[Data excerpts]
※ ※ ※
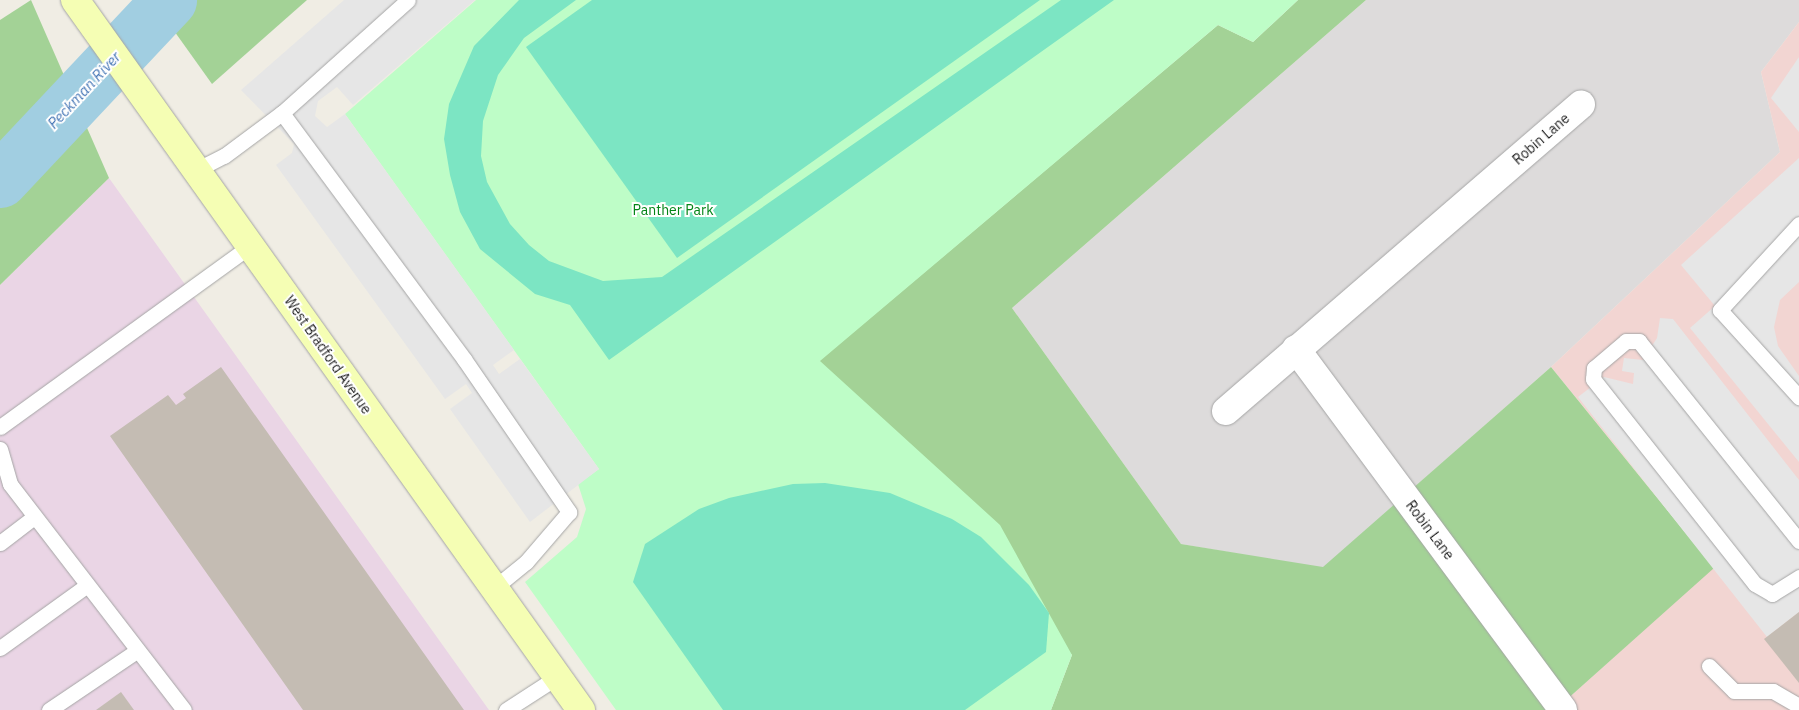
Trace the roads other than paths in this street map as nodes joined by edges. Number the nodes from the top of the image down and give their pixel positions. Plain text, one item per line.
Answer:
1 (75, 0) edge
2 (408, 0) edge
3 (1581, 105) dead end
4 (282, 113) junction
5 (196, 170) junction
6 (1799, 224) edge
7 (250, 246) junction
8 (1296, 349) junction
9 (1799, 397) edge
10 (1226, 411) dead end
11 (0, 427) edge
12 (0, 449) edge
13 (34, 517) junction
14 (1799, 541) edge
15 (0, 542) edge
16 (1799, 578) edge
17 (86, 586) junction
18 (494, 588) junction
19 (0, 648) edge
20 (136, 652) junction
21 (1708, 666) dead end
22 (558, 676) junction
23 (1799, 706) edge
24 (49, 710) edge
25 (184, 710) edge
26 (506, 710) edge
27 (581, 710) edge
28 (1564, 710) edge

1 - 5 street, West Bradford Avenue
2 - 4 lane
3 - 8 street, Robin Lane
4 - 5 lane
4 - 18 lane
5 - 7 street, West Bradford Avenue
6 - 9 lane
7 - 11 lane
7 - 18 street, West Bradford Avenue
8 - 10 street, Robin Lane
8 - 28 street, Robin Lane
12 - 13 lane
13 - 15 lane
13 - 17 lane
14 - 16 lane
17 - 19 lane
17 - 20 lane
18 - 22 street, West Bradford Avenue
20 - 24 lane
20 - 25 lane
21 - 23 lane
22 - 26 lane
22 - 27 street, West Bradford Avenue

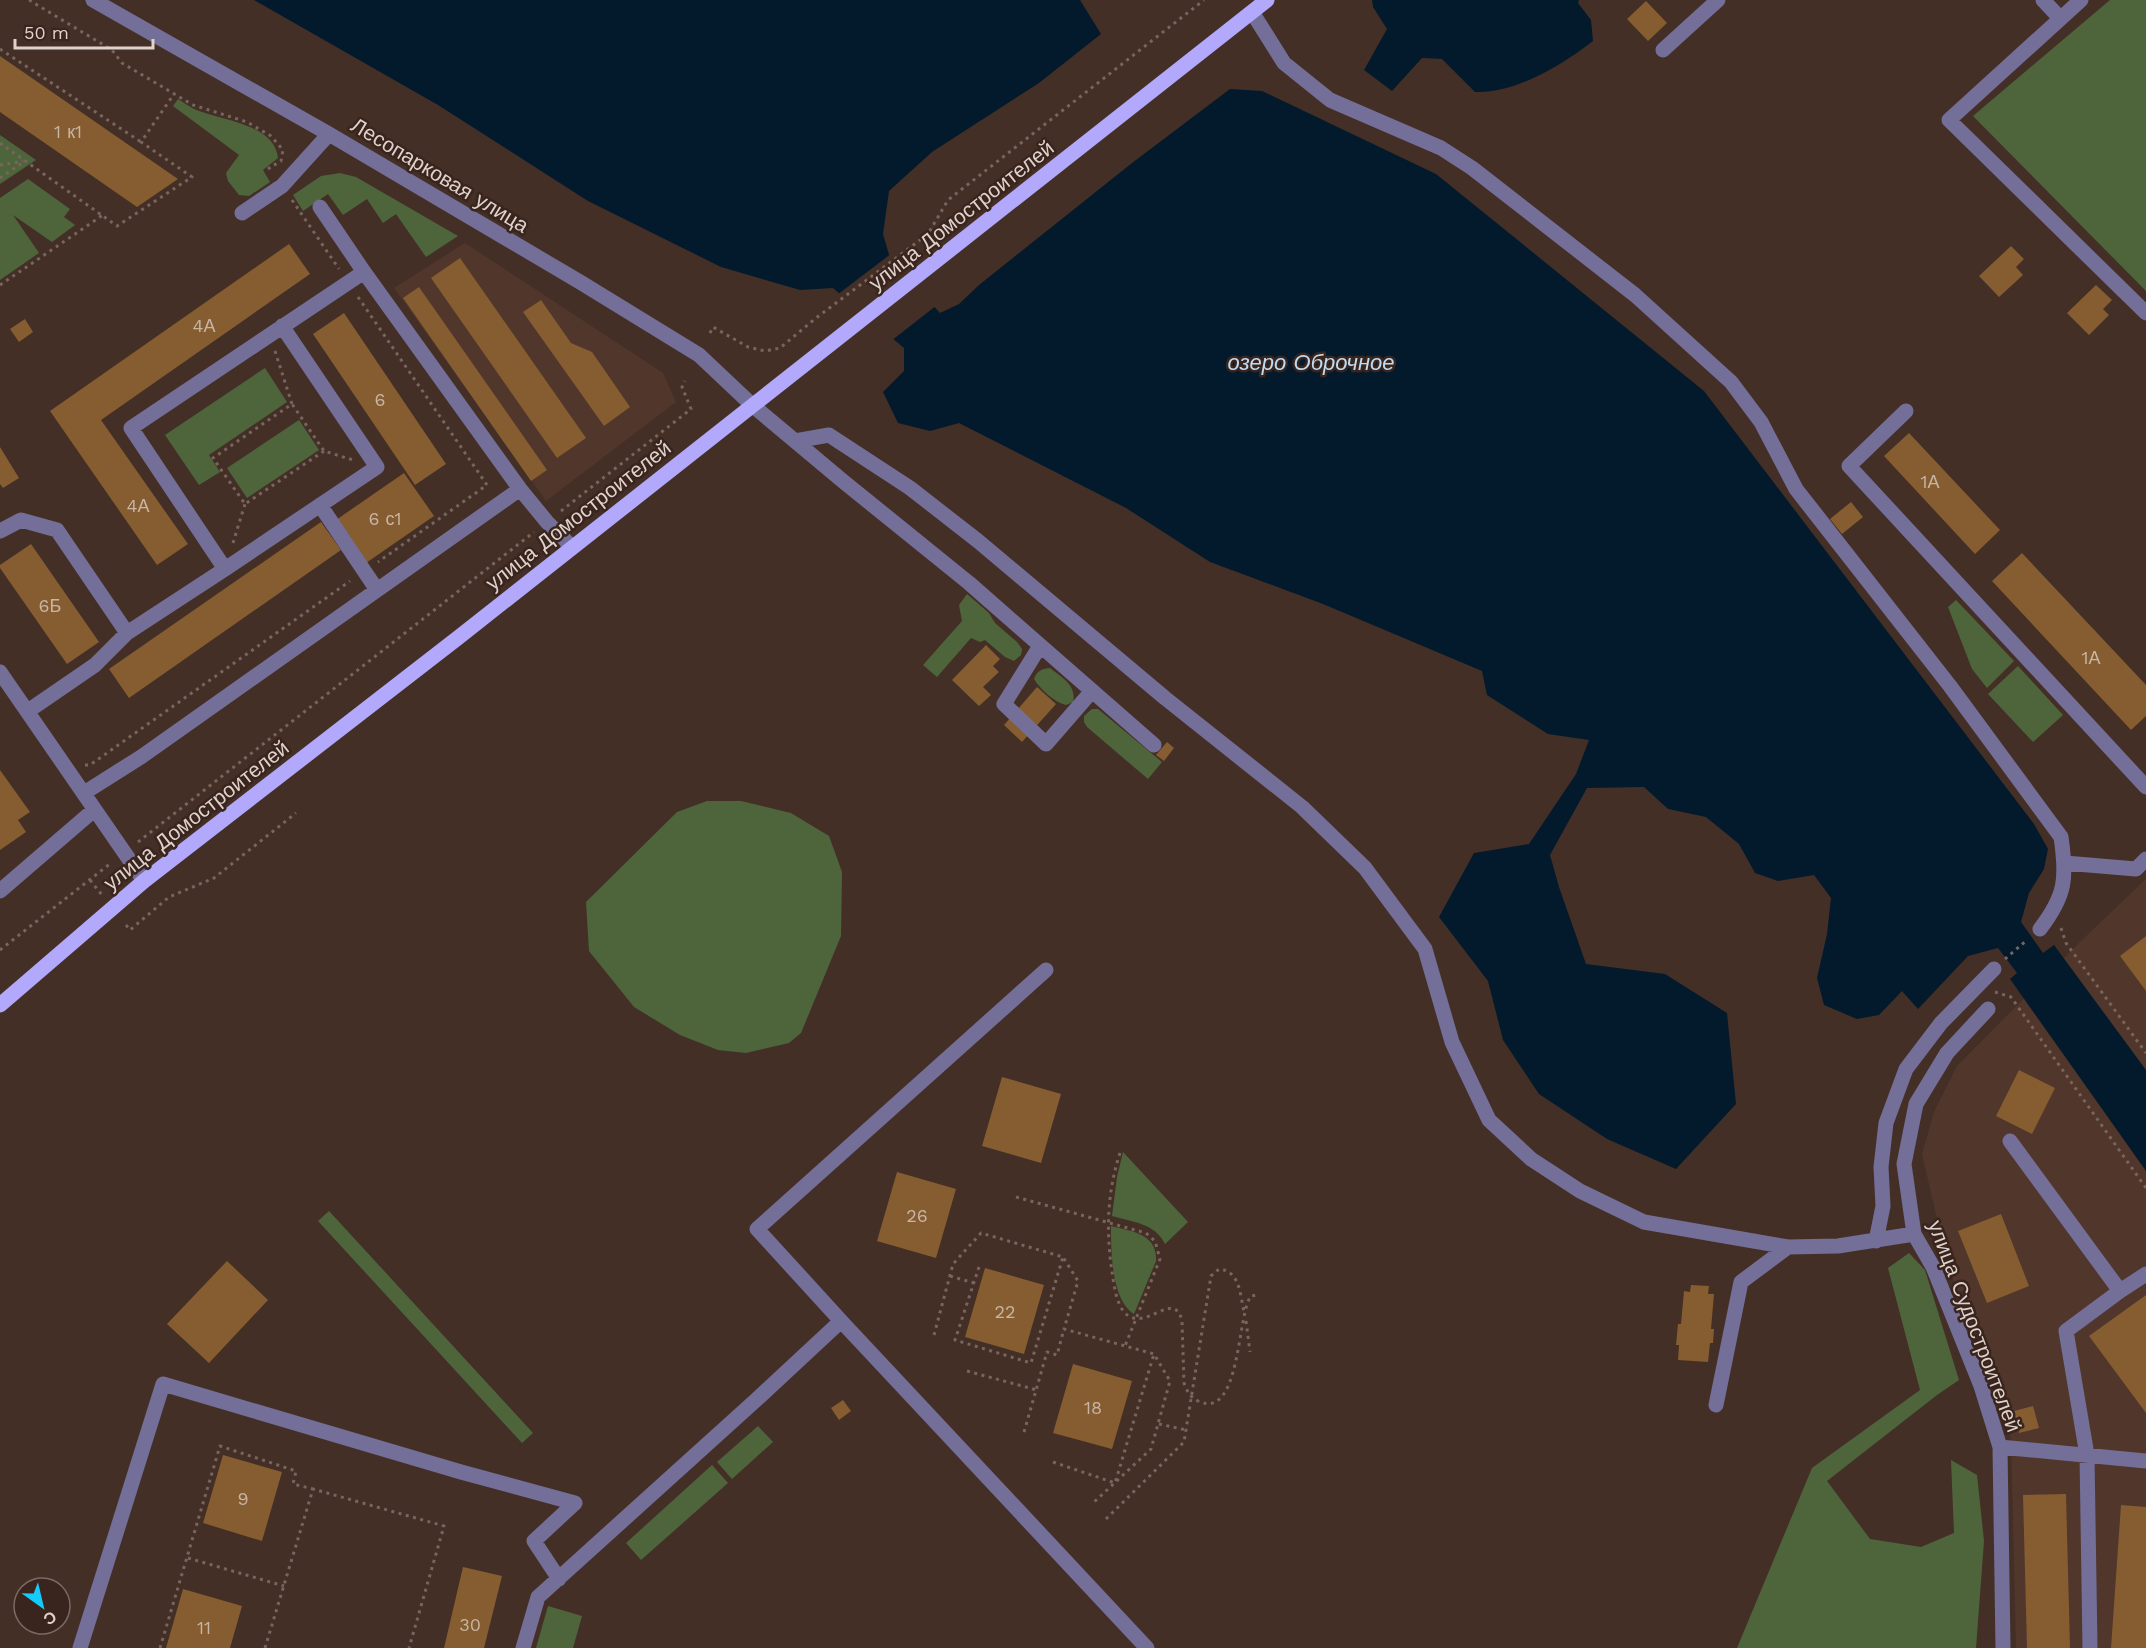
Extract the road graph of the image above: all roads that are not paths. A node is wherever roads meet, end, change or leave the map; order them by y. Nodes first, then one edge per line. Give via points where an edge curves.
1 (93, 0) edge
2 (1267, 0) edge
3 (1718, 0) edge
4 (2043, 0) edge
5 (2081, 0) edge
6 (1252, 12) junction
7 (2060, 18) junction
8 (1663, 50) dead end
9 (329, 134) junction
10 (320, 207) dead end
11 (242, 213) dead end
12 (364, 272) junction
13 (2146, 313) edge
14 (282, 326) junction
15 (752, 405) junction
16 (1905, 411) dead end
17 (795, 441) junction
18 (520, 489) junction
19 (320, 505) junction
20 (0, 531) edge
21 (572, 547) junction
22 (225, 569) junction
23 (377, 590) junction
24 (127, 633) junction
25 (1040, 646) junction
26 (0, 672) edge
27 (1092, 691) junction
28 (28, 711) junction
29 (1154, 745) dead end
30 (2146, 787) edge
31 (84, 793) junction
32 (94, 810) junction
33 (2146, 859) edge
34 (2065, 863) junction
35 (144, 880) junction
36 (0, 891) edge
37 (2036, 932) road end
38 (1997, 966) road end
39 (1046, 970) dead end
40 (0, 1005) edge
41 (1988, 1009) dead end
42 (2010, 1141) dead end
43 (1914, 1234) junction
44 (1875, 1241) junction
45 (1788, 1247) junction
46 (2146, 1274) edge
47 (2120, 1291) junction
48 (841, 1320) junction
49 (1716, 1405) dead end
50 (2000, 1447) junction
51 (2087, 1455) junction
52 (2146, 1461) edge
53 (559, 1578) junction
54 (1142, 1646) edge
55 (80, 1648) edge
56 (523, 1648) edge
57 (2003, 1648) edge
58 (2090, 1648) edge

1 - 9 street, Лесопарковая улица
2 - 6 main road, улица Домостроителей
3 - 8 street
4 - 7 street
5 - 7 street
6 - 15 main road, улица Домостроителей
6 - 34 street via 1284,63 1330,100 1441,148 1472,168 1635,295 1731,382 1761,423 1796,489 1950,686 2061,837
7 - 13 street via 1949,120
9 - 11 street via 282,186
9 - 15 street, Лесопарковая улица via 699,355
10 - 12 street
12 - 14 street
12 - 18 street
14 - 19 street via 377,467
14 - 22 street via 131,428
15 - 17 street, Лесопарковая улица
15 - 21 main road, улица Домостроителей
16 - 30 street via 1849,466
17 - 25 street, Лесопарковая улица
17 - 45 street via 829,435 910,488 1302,807 1365,868 1425,949 1452,1042 1489,1120 1531,1159 1580,1191 1644,1222
18 - 21 street
18 - 23 street
19 - 22 street
19 - 23 street
20 - 24 street via 21,520 57,530
21 - 35 main road, улица Домостроителей
22 - 24 street
23 - 31 street
24 - 28 street via 95,665
25 - 27 street, Лесопарковая улица
25 - 27 street via 1004,704 1046,744
26 - 28 street
27 - 29 street, Лесопарковая улица
28 - 31 street
31 - 32 street
32 - 35 street
32 - 36 street
33 - 34 street via 2136,869
34 - 37 street via 2062,892 2055,909
35 - 40 main road, улица Домостроителей
38 - 44 street via 1941,1023 1906,1070 1886,1123 1881,1167 1883,1206
39 - 48 street via 758,1230
41 - 43 street, улица Судостроителей via 1947,1053 1916,1104 1904,1164
42 - 47 street
43 - 44 street
43 - 50 street, улица Судостроителей via 1933,1267 1981,1386
44 - 45 street
45 - 49 street via 1741,1282
46 - 47 street
47 - 51 street via 2066,1331
48 - 53 street
48 - 54 street
50 - 51 street
50 - 57 street, улица Судостроителей
51 - 52 street
51 - 58 street
53 - 55 street via 534,1541 575,1503 163,1384
53 - 56 street via 538,1597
※ ※ ※
Please print the records above once more, word for word, omitting all pictures.

Trace the roads other than paths in this street map as nodes joined by edges. Number the nodes from the top of the image down and give their pixel positions. Plain text, one item per line.
Answer:
1 (75, 0) edge
2 (408, 0) edge
3 (1581, 105) dead end
4 (282, 113) junction
5 (196, 170) junction
6 (1799, 224) edge
7 (250, 246) junction
8 (1296, 349) junction
9 (1799, 397) edge
10 (1226, 411) dead end
11 (0, 427) edge
12 (0, 449) edge
13 (34, 517) junction
14 (1799, 541) edge
15 (0, 542) edge
16 (1799, 578) edge
17 (86, 586) junction
18 (494, 588) junction
19 (0, 648) edge
20 (136, 652) junction
21 (1708, 666) dead end
22 (558, 676) junction
23 (1799, 706) edge
24 (49, 710) edge
25 (184, 710) edge
26 (506, 710) edge
27 (581, 710) edge
28 (1564, 710) edge

1 - 5 street, West Bradford Avenue
2 - 4 lane
3 - 8 street, Robin Lane
4 - 5 lane
4 - 18 lane
5 - 7 street, West Bradford Avenue
6 - 9 lane
7 - 11 lane
7 - 18 street, West Bradford Avenue
8 - 10 street, Robin Lane
8 - 28 street, Robin Lane
12 - 13 lane
13 - 15 lane
13 - 17 lane
14 - 16 lane
17 - 19 lane
17 - 20 lane
18 - 22 street, West Bradford Avenue
20 - 24 lane
20 - 25 lane
21 - 23 lane
22 - 26 lane
22 - 27 street, West Bradford Avenue

Extract the road graph of the image above: all roads that are not paths. A node is wherever roads meet, end, change or leave the map; order them by y. Nodes first, then one edge per line. Give via points where an edge curves.
1 (93, 0) edge
2 (1267, 0) edge
3 (1718, 0) edge
4 (2043, 0) edge
5 (2081, 0) edge
6 (1252, 12) junction
7 (2060, 18) junction
8 (1663, 50) dead end
9 (329, 134) junction
10 (320, 207) dead end
11 (242, 213) dead end
12 (364, 272) junction
13 (2146, 313) edge
14 (282, 326) junction
15 (752, 405) junction
16 (1905, 411) dead end
17 (795, 441) junction
18 (520, 489) junction
19 (320, 505) junction
20 (0, 531) edge
21 (572, 547) junction
22 (225, 569) junction
23 (377, 590) junction
24 (127, 633) junction
25 (1040, 646) junction
26 (0, 672) edge
27 (1092, 691) junction
28 (28, 711) junction
29 (1154, 745) dead end
30 (2146, 787) edge
31 (84, 793) junction
32 (94, 810) junction
33 (2146, 859) edge
34 (2065, 863) junction
35 (144, 880) junction
36 (0, 891) edge
37 (2036, 932) road end
38 (1997, 966) road end
39 (1046, 970) dead end
40 (0, 1005) edge
41 (1988, 1009) dead end
42 (2010, 1141) dead end
43 (1914, 1234) junction
44 (1875, 1241) junction
45 (1788, 1247) junction
46 (2146, 1274) edge
47 (2120, 1291) junction
48 (841, 1320) junction
49 (1716, 1405) dead end
50 (2000, 1447) junction
51 (2087, 1455) junction
52 (2146, 1461) edge
53 (559, 1578) junction
54 (1142, 1646) edge
55 (80, 1648) edge
56 (523, 1648) edge
57 (2003, 1648) edge
58 (2090, 1648) edge

1 - 9 street, Лесопарковая улица
2 - 6 main road, улица Домостроителей
3 - 8 street
4 - 7 street
5 - 7 street
6 - 15 main road, улица Домостроителей
6 - 34 street via 1284,63 1330,100 1441,148 1472,168 1635,295 1731,382 1761,423 1796,489 1950,686 2061,837
7 - 13 street via 1949,120
9 - 11 street via 282,186
9 - 15 street, Лесопарковая улица via 699,355
10 - 12 street
12 - 14 street
12 - 18 street
14 - 19 street via 377,467
14 - 22 street via 131,428
15 - 17 street, Лесопарковая улица
15 - 21 main road, улица Домостроителей
16 - 30 street via 1849,466
17 - 25 street, Лесопарковая улица
17 - 45 street via 829,435 910,488 1302,807 1365,868 1425,949 1452,1042 1489,1120 1531,1159 1580,1191 1644,1222
18 - 21 street
18 - 23 street
19 - 22 street
19 - 23 street
20 - 24 street via 21,520 57,530
21 - 35 main road, улица Домостроителей
22 - 24 street
23 - 31 street
24 - 28 street via 95,665
25 - 27 street, Лесопарковая улица
25 - 27 street via 1004,704 1046,744
26 - 28 street
27 - 29 street, Лесопарковая улица
28 - 31 street
31 - 32 street
32 - 35 street
32 - 36 street
33 - 34 street via 2136,869
34 - 37 street via 2062,892 2055,909
35 - 40 main road, улица Домостроителей
38 - 44 street via 1941,1023 1906,1070 1886,1123 1881,1167 1883,1206
39 - 48 street via 758,1230
41 - 43 street, улица Судостроителей via 1947,1053 1916,1104 1904,1164
42 - 47 street
43 - 44 street
43 - 50 street, улица Судостроителей via 1933,1267 1981,1386
44 - 45 street
45 - 49 street via 1741,1282
46 - 47 street
47 - 51 street via 2066,1331
48 - 53 street
48 - 54 street
50 - 51 street
50 - 57 street, улица Судостроителей
51 - 52 street
51 - 58 street
53 - 55 street via 534,1541 575,1503 163,1384
53 - 56 street via 538,1597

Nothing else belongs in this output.